Requirement:
Whenever a line contains "Hatirjheel", include it in the count; reply with the number of such lines in the data and nothing else.

Supplied entries Block Start

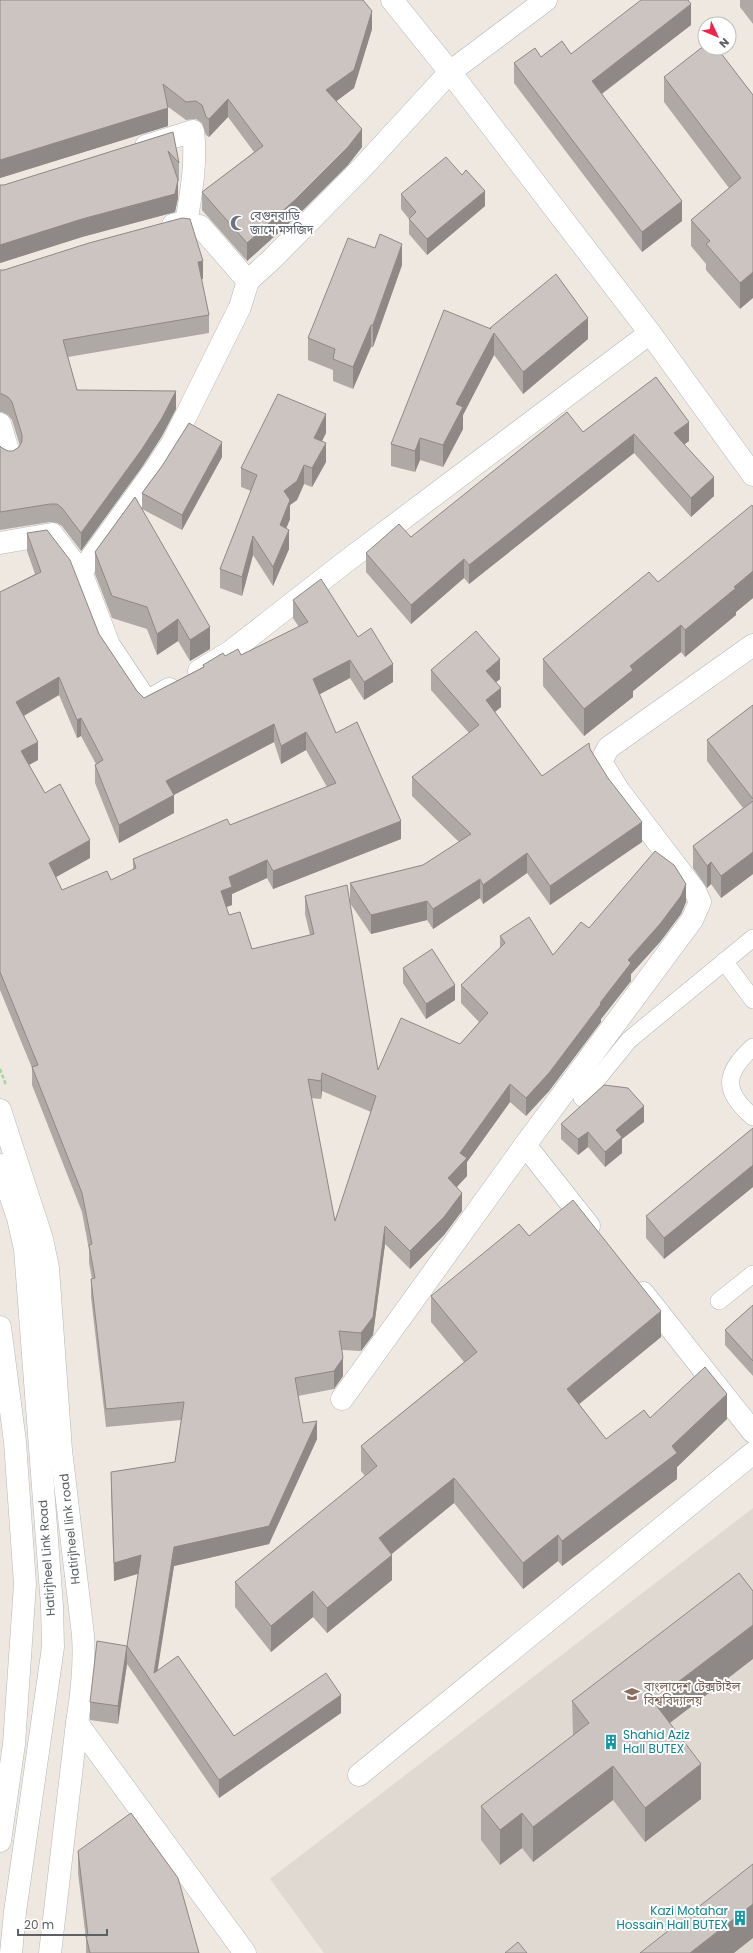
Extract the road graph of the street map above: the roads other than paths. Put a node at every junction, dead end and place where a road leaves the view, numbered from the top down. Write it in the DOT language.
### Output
graph roads {
  1 [pos="392,0"];
  2 [pos="546,0"];
  3 [pos="450,72"];
  4 [pos="126,152"];
  5 [pos="186,224"];
  6 [pos="151,231"];
  7 [pos="248,281"];
  8 [pos="650,333"];
  9 [pos="0,424"];
  10 [pos="10,457"];
  11 [pos="753,475"];
  12 [pos="0,543"];
  13 [pos="81,572"];
  14 [pos="753,645"];
  15 [pos="753,938"];
  16 [pos="724,961"];
  17 [pos="753,1000"];
  18 [pos="753,1047"];
  19 [pos="582,1098"];
  20 [pos="0,1110"];
  21 [pos="753,1117"];
  22 [pos="525,1145"];
  23 [pos="0,1164"];
  24 [pos="599,1238"];
  25 [pos="753,1274"];
  26 [pos="629,1276"];
  27 [pos="719,1301"];
  28 [pos="0,1327"];
  29 [pos="342,1399"];
  30 [pos="753,1432"];
  31 [pos="753,1453"];
  32 [pos="77,1723"];
  33 [pos="359,1775"];
  34 [pos="0,1841"];
  35 [pos="11,1953"];
  36 [pos="50,1953"];
  37 [pos="244,1953"];
  1 -- 3 [label="street"];
  2 -- 3 [label="street"];
  3 -- 7 [label="street"];
  3 -- 8 [label="street"];
  4 -- 5 [label="street"];
  5 -- 6 [label="street"];
  5 -- 7 [label="street"];
  7 -- 13 [label="street"];
  8 -- 11 [label="street"];
  8 -- 13 [label="street"];
  9 -- 10 [label="street"];
  12 -- 13 [label="street"];
  14 -- 22 [label="street"];
  15 -- 16 [label="lane"];
  16 -- 17 [label="lane"];
  16 -- 19 [label="lane"];
  18 -- 21 [label="lane"];
  20 -- 32 [label="street, Hatirjheel link road"];
  22 -- 24 [label="street"];
  22 -- 29 [label="street"];
  23 -- 35 [label="street, Hatirjheel Link Road"];
  25 -- 27 [label="lane"];
  26 -- 30 [label="street"];
  28 -- 34 [label="street"];
  31 -- 33 [label="street"];
  32 -- 36 [label="street, Hatirjheel link road"];
  32 -- 37 [label="street"];
}
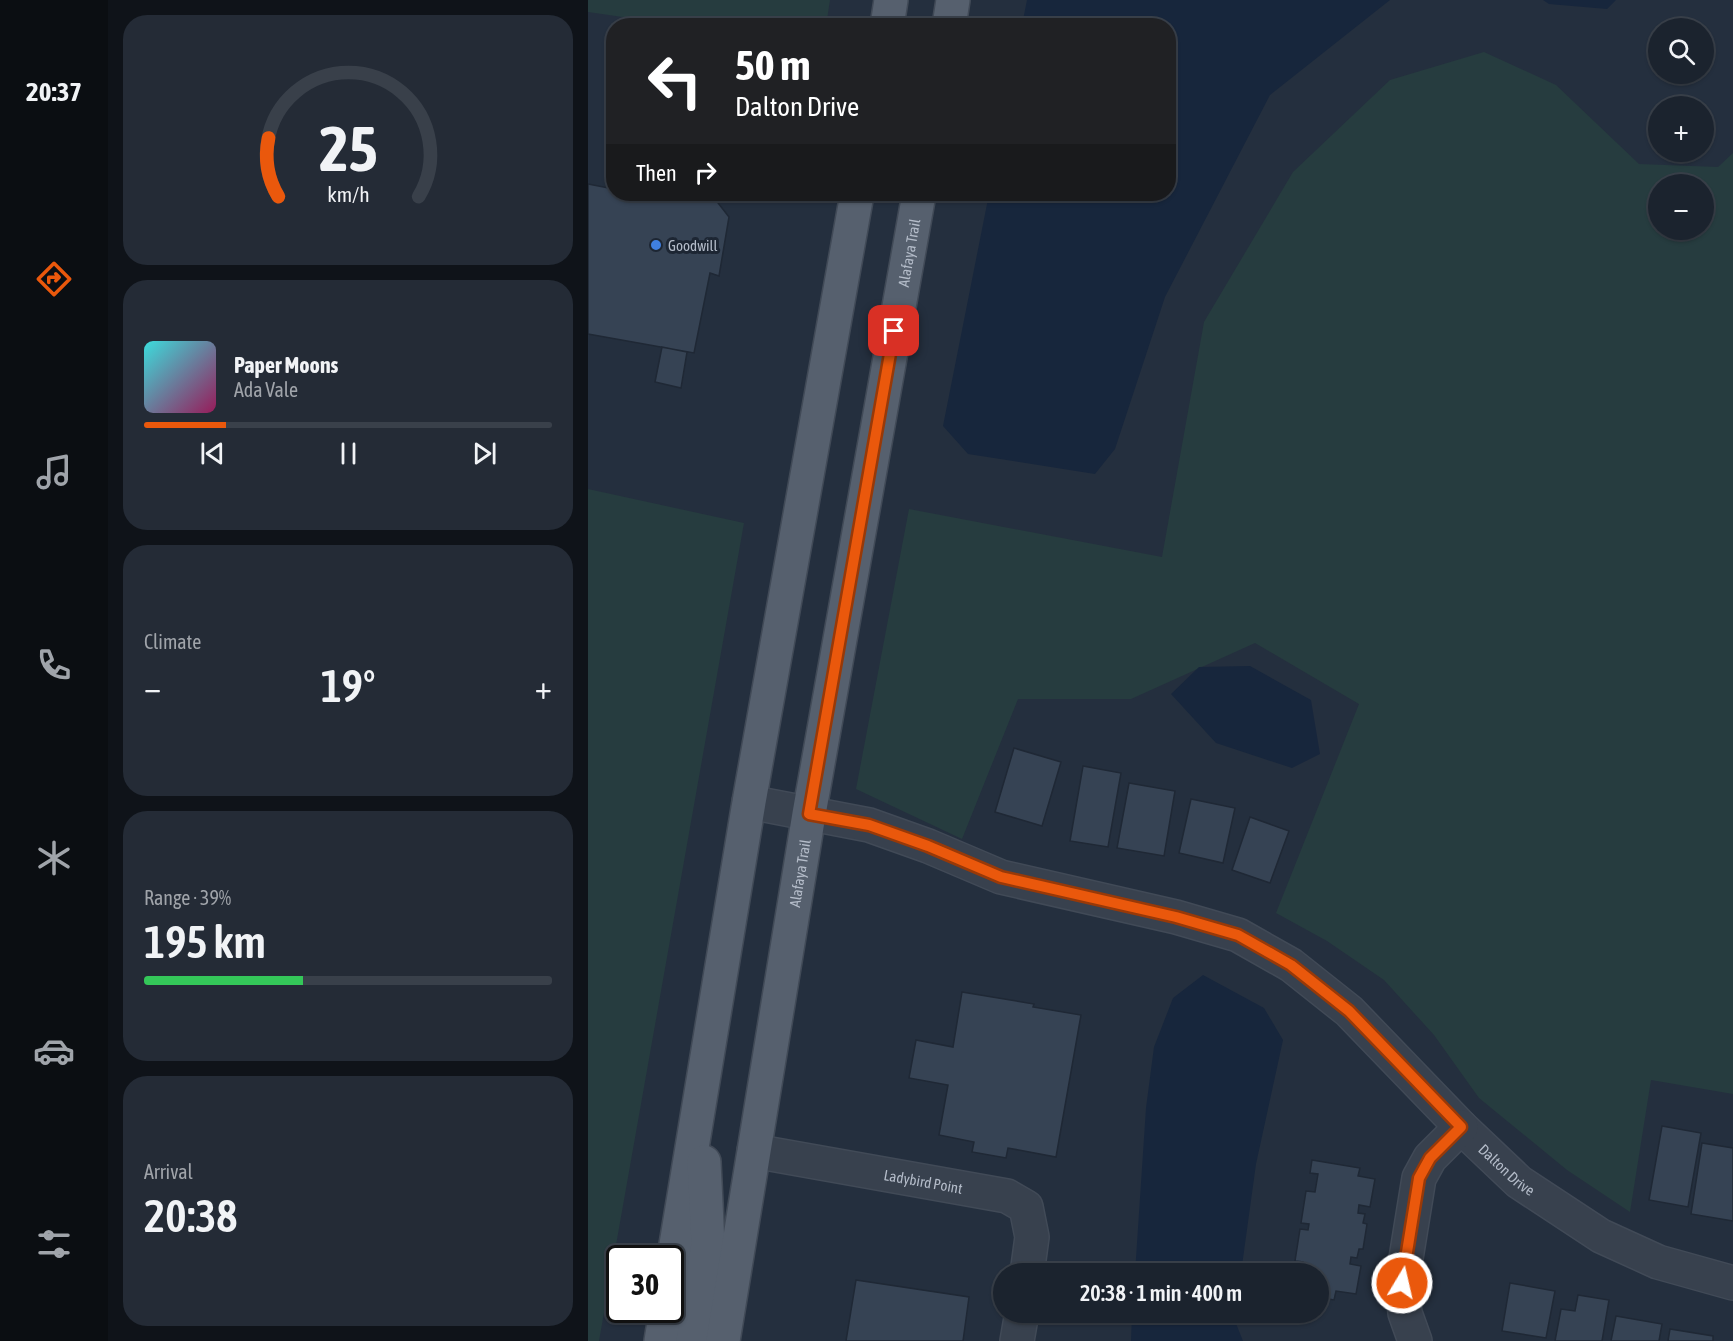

Supplied entries Block End

Exercise result:
3